Refugees off the Libyan coast (archive image)
Photo: Olmo Calvo / AP
The Libyan Coast Guard has intercepted almost a thousand refugees en route to Europe and brought them back to Libya in the past 48 hours.
This is reported by the Libyan office of the International Organization for Migration.
Accordingly, the people were detained off the west coast of the country, from where they wanted to flee to Europe by boat.
About a thousand men, women and children tried to flee Libya "and were ultimately detained under appalling conditions," said IOM spokeswoman Safa Msehli.
The organization said IOM teams were on site to provide necessary assistance to the refugees.

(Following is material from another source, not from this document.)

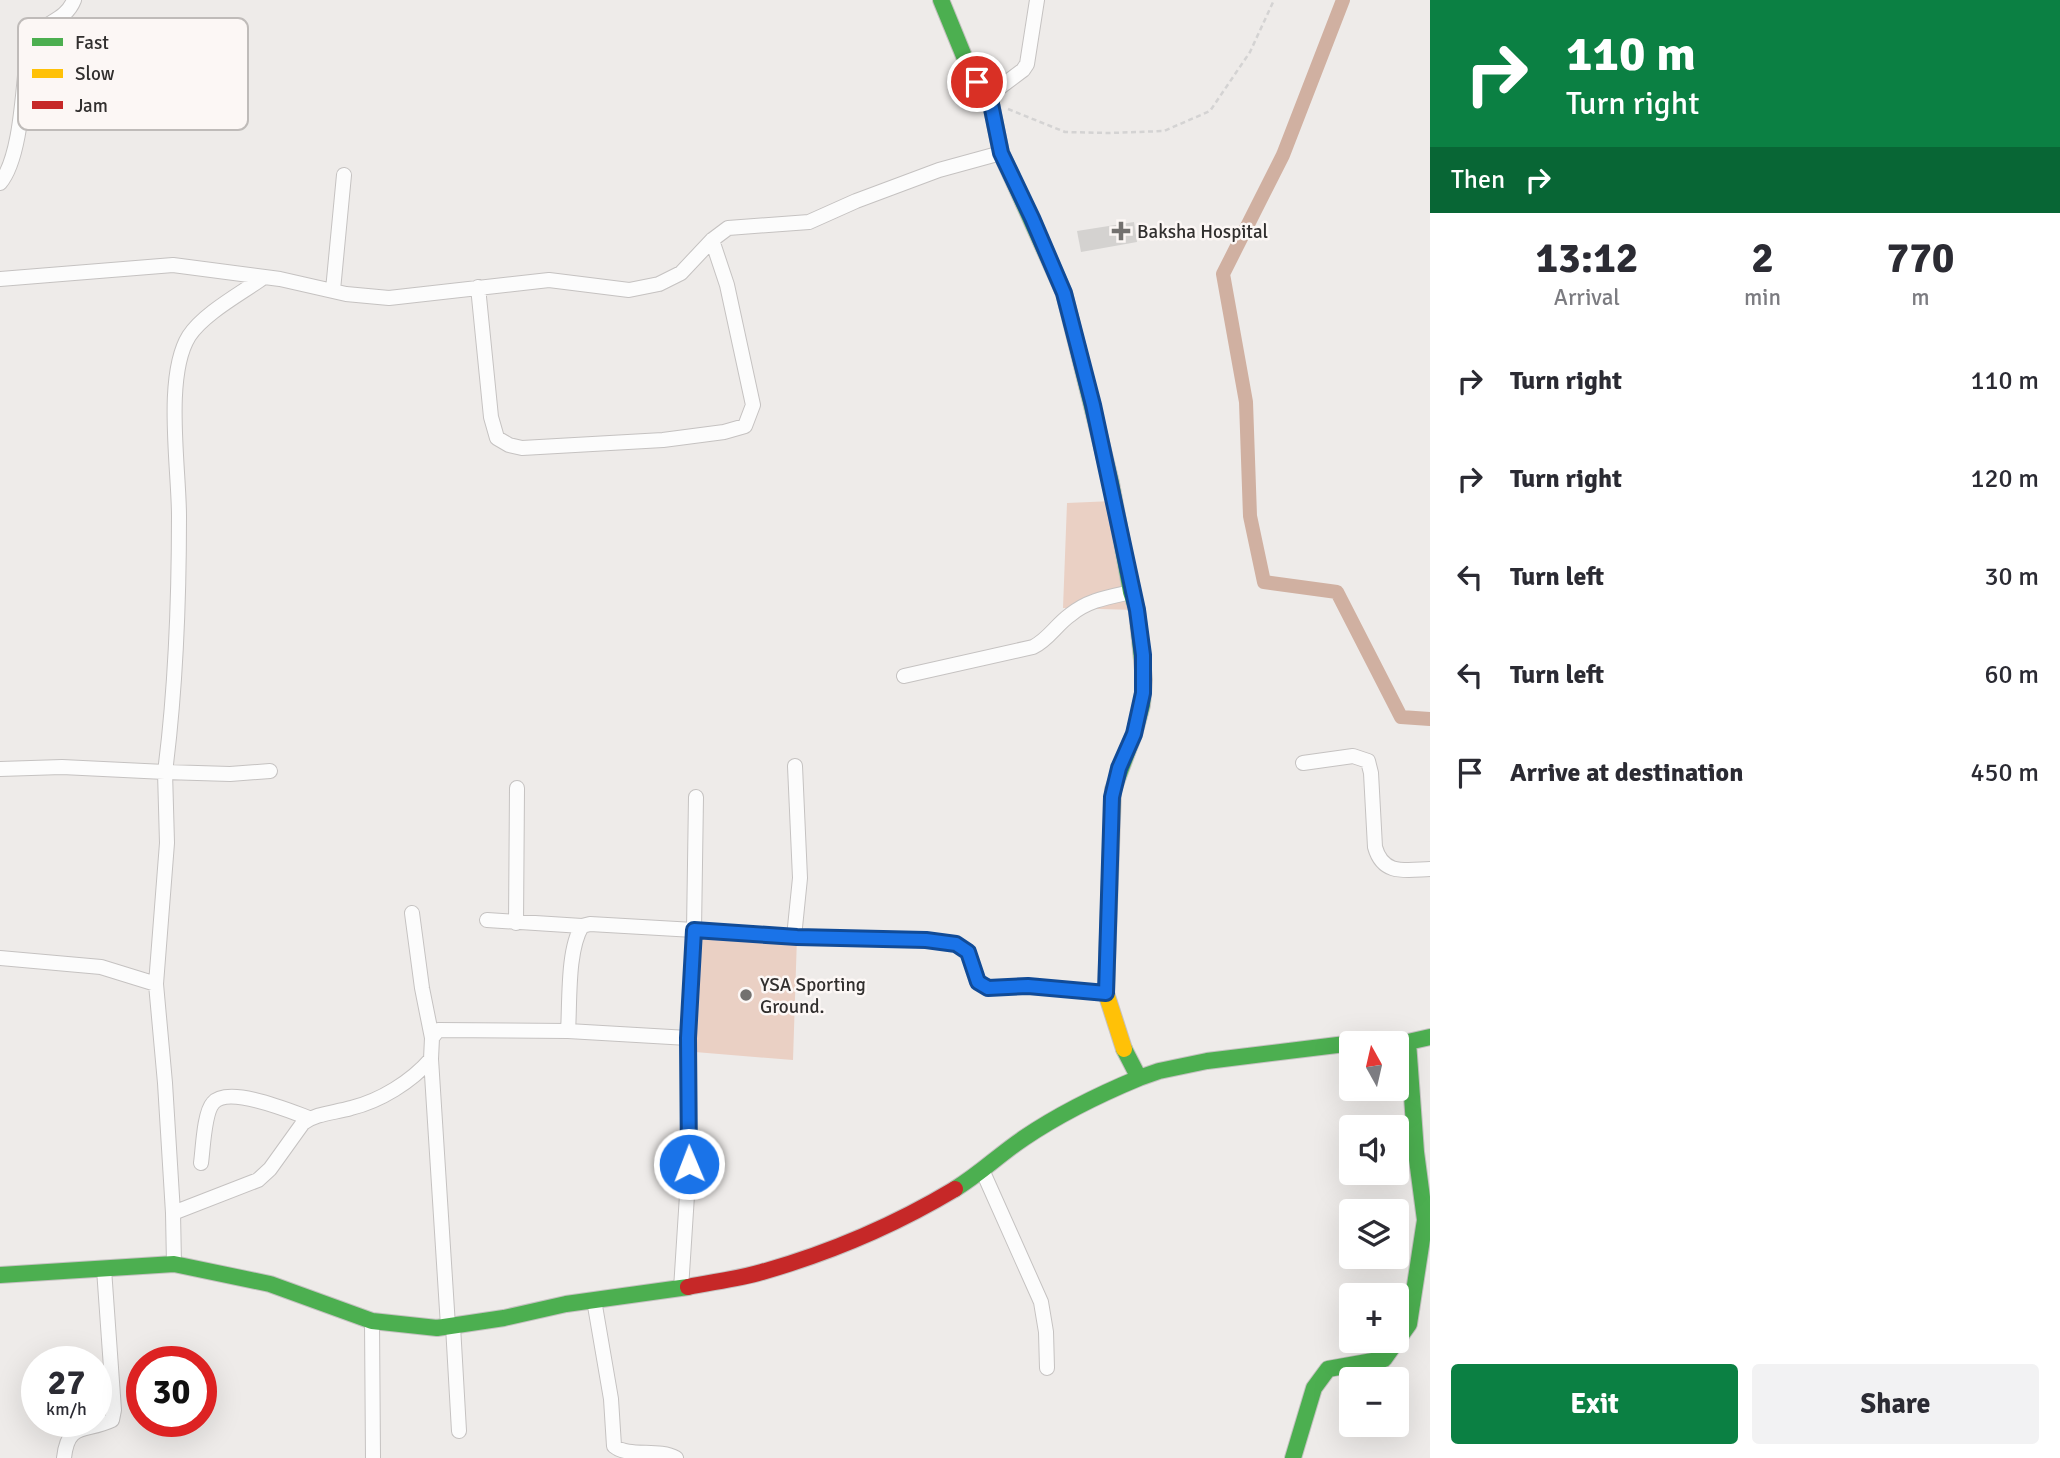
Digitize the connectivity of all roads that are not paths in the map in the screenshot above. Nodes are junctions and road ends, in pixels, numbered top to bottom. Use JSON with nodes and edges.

Volunteers from the Open Arms organization announced that they had rescued dozens of people from the Mediterranean within one day.
The organization announced on Twitter on Monday that there were a total of 219 people on board the "Open Arms".
These include more than 50 minors and two pregnant women.
Rescuers took 40 people on board on Saturday
The rescuers of the Spanish organization took almost 40 refugees on board in the central Mediterranean last Saturday.
Two days earlier, the helpers had left the port of the Sicilian city of Syracuse on their 82nd mission.
At the moment, several organizations keep going out to the central Mediterranean to come to the aid of migrants in mostly small boats.
Often people from the coast of Libya embark on the mostly dangerous journey across the sea.
According to the Italian Ministry of the Interior, more than 6,400 refugees arrived in Italy in boats this year.
In the previous year there were just under 2,800 at the same time.
According to the International Organization for Migration, at least 1200 people died last year trying to cross the Mediterranean Sea to Europe on often unseaworthy boats.
Libya is one of the main transit routes for asylum seekers.
However, numerous refugees are intercepted and brought back to the North African country, which has been in chaos since the violent overthrow of long-time ruler Muammar al-Gaddafi in 2011.
Human rights organizations denounce the repatriation of migrants intercepted at sea to Libya.
Among other things, they complain about the catastrophic conditions in Libyan refugee camps and the incarceration of migrants in irregular prisons.